Abbreviations: CI, confidence interval; ES, effect size; ORR, objective response rate; SE of r, standard error of regression.
Figure 3
CRR of brentuximab vedotin in patients with relapsed or refractory malignant lymphoma. Complete response rate (A) and funnel plot of selected studies (B).
Note: Weights are from random effect analysis.
Abbreviations: CI, confidence interval; CRR, complete response rate; ES, effect size; SE of r, standard error of regression.
Figure 4
PRR of brentuximab vedotin in patients with relapsed or refractory malignant lymphoma. Partial response rate (A) and funnel plot of selected studies (B).
Note: Weights are from random effect analysis.

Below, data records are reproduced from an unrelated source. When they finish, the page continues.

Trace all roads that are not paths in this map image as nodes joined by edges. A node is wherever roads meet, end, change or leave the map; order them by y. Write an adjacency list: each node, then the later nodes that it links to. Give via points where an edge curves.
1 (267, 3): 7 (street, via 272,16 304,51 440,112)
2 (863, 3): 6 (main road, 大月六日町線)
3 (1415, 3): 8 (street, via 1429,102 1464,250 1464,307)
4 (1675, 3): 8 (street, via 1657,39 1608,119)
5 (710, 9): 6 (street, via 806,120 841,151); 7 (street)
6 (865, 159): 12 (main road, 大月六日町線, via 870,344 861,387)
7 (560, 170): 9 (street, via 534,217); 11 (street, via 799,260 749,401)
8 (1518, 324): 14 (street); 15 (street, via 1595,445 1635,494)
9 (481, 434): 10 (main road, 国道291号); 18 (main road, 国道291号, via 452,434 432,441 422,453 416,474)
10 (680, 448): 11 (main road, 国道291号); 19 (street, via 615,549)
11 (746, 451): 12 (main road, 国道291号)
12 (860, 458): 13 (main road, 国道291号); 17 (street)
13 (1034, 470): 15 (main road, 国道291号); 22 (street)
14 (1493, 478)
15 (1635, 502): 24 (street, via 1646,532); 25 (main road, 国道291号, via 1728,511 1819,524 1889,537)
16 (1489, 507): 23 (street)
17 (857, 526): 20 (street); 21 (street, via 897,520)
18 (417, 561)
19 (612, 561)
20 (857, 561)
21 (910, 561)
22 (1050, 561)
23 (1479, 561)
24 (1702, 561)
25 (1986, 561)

Abbreviations: CI, confidence interval; ES, effect size; PRR, partial response rate; SE of r, standard error of regression.

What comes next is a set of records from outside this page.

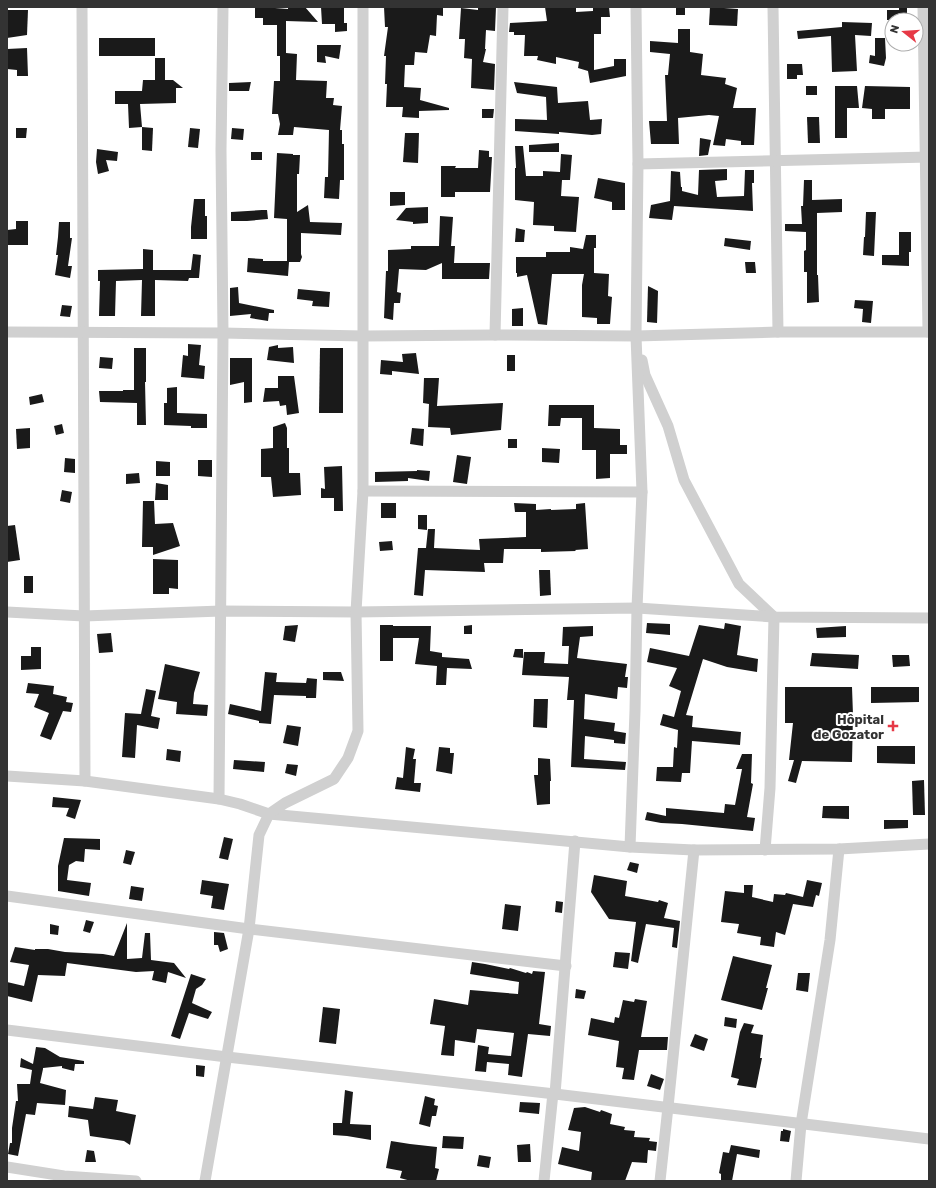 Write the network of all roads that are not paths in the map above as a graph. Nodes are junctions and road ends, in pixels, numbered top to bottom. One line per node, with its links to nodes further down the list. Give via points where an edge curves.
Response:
1 (82, 7): 12 (street)
2 (223, 7): 15 (street)
3 (363, 7): 17 (street)
4 (503, 7): 16 (street)
5 (636, 7): 10 (street)
6 (773, 7): 9 (street)
7 (923, 7): 8 (street)
8 (927, 157): 9 (street); 14 (street)
9 (775, 161): 10 (street); 13 (street)
10 (638, 164): 18 (street)
11 (7, 332): 12 (street)
12 (84, 332): 15 (street); 25 (street)
13 (778, 332): 14 (street); 18 (street)
14 (929, 332)
15 (223, 333): 17 (street); 22 (street)
16 (495, 335): 17 (street); 18 (street)
17 (363, 336): 19 (street)
18 (636, 336): 20 (street); 26 (street, via 645,375 668,426 684,480 739,584)
19 (363, 491): 20 (street); 24 (street)
20 (642, 492): 21 (street)
21 (637, 608): 24 (street); 26 (street); 34 (street)
22 (221, 610): 24 (street); 25 (street); 30 (street)
23 (7, 612): 25 (street)
24 (356, 612): 31 (street, via 358,732 348,758 334,779)
25 (84, 616): 29 (street)
26 (774, 617): 27 (street); 37 (street, via 770,788)
27 (929, 618)
28 (7, 776): 29 (street)
29 (85, 781): 30 (street)
30 (219, 800): 31 (street)
31 (269, 814): 32 (street); 39 (street, via 259,835)
32 (575, 841): 34 (street); 40 (street)
33 (929, 844): 35 (street)
34 (630, 847): 36 (street)
35 (839, 849): 37 (street); 45 (street, via 830,940)
36 (694, 850): 37 (street); 44 (street)
37 (765, 850)
38 (7, 896): 39 (street)
39 (249, 929): 40 (street); 42 (street)
40 (566, 966): 43 (street)
41 (7, 1030): 42 (street)
42 (227, 1057): 43 (street); 50 (street)
43 (555, 1094): 44 (street); 51 (street)
44 (668, 1107): 45 (street); 52 (street)
45 (801, 1124): 46 (street); 53 (street)
46 (929, 1139)
47 (7, 1167): 48 (street)
48 (64, 1178): 49 (street)
49 (136, 1181)
50 (205, 1181)
51 (544, 1181)
52 (660, 1181)
53 (796, 1181)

Adverse effects of brentuximab vedotin
Because of the different kinds of lymphoma, it is very hard to summarize the concrete adverse effect of all the studies. Overall, brentuximab vedotin was generally well-tolerated by patients reported in the included studies;13–18 adverse effects also occurred, but most of them were considered manageable. Common adverse effects included neutropenia, thrombocytopenia, diarrhea, hyperglycemia, fatigue, nausea, arthralgia, pyrexia, and peripheral neuropathy. The rate of adverse events of at least grade 3 were above 50% in the studies reported, but only a few patients died because of these adverse effects, and the reason for these deaths included disease progression, infection, or some unknown reasons according to different studies.
Discussion
Main findings
Brentuximab vedotin is a promising agent in the treatment of CD30-positive malignancies; however, no previous studies have summarizes its concrete effect in relapsed or refractory lymphoma. In this meta-analysis, we included six clinical trials and summarized the results of ORR, CRR, and PRR of brentuximab vedotin in malignant lymphoma. Publication bias within those studies existed, and heterogeneity between studies was also observed. However, the overall results still show that brentuximab vedotin was effective and safe in those patients with malignant lymphomas.
Limitations
Although a number of therapeutic modalities have demonstrated responses, several limitations associated with this meta-analysis were recognized. First, the definition of relapsed and refractory lymphoma varied between investigators, so it was hard to define the indications of choosing brentuximab vedotin as second-line therapy. Second, because of the very limited number of prospective studies of brentuximab vedotin for malignant lymphoma, we had to combine HL, SALCL, T-cell lymphomas, and B-cell lymphomas – we knew that mixing these heterogeneous lymphoma subtypes would make our meta-analysis less valuable, but the final results still showed the effectiveness of brentuximab vedotin in the treatment of relapsed or refractory malignant lymphoma. Third, the precision of pooled effect size was affected by the small sample size of the included studies, and as a result, we had to choose the random-effects model to increase power and precision regardless of heterogeneity. No RCTs were identified during our literature search, thus, evidence of the efficacy of brentuximab vedotin remained insufficient. Other bias related to our study included the different sponsorships and funding of different studies. So, based on the above, the beneficial role of brentuximab vedotin should be further investigated in the context of larger sample size and randomized trials to document its effect.
Future directions
The conduct of prospective randomized clinical brentuximab vedotin trials to assess the role of brentuximab vedotin in malignant lymphoma would be a hotspot in future research. Understanding more concretely the mechanisms of brentuximab vedotin action in lymphoma will also help guide us in delivering better patient treatment.10,19,20
Conclusion
Our study shows that brentuximab vedotin is an effective and safe treatment for relapsed and refractory malignant lymphoma. In the future, brentuximab vedotin might become first-line therapy for relapsed/refractory CD30-positive malignancies, once more clinical trials with larger sample are carried out. The efficacy of brentuximab vedotin combined with chemotherapy or radiotherapy, and strategies for decreasing the toxicity of brentuximab vedotin should also be studied.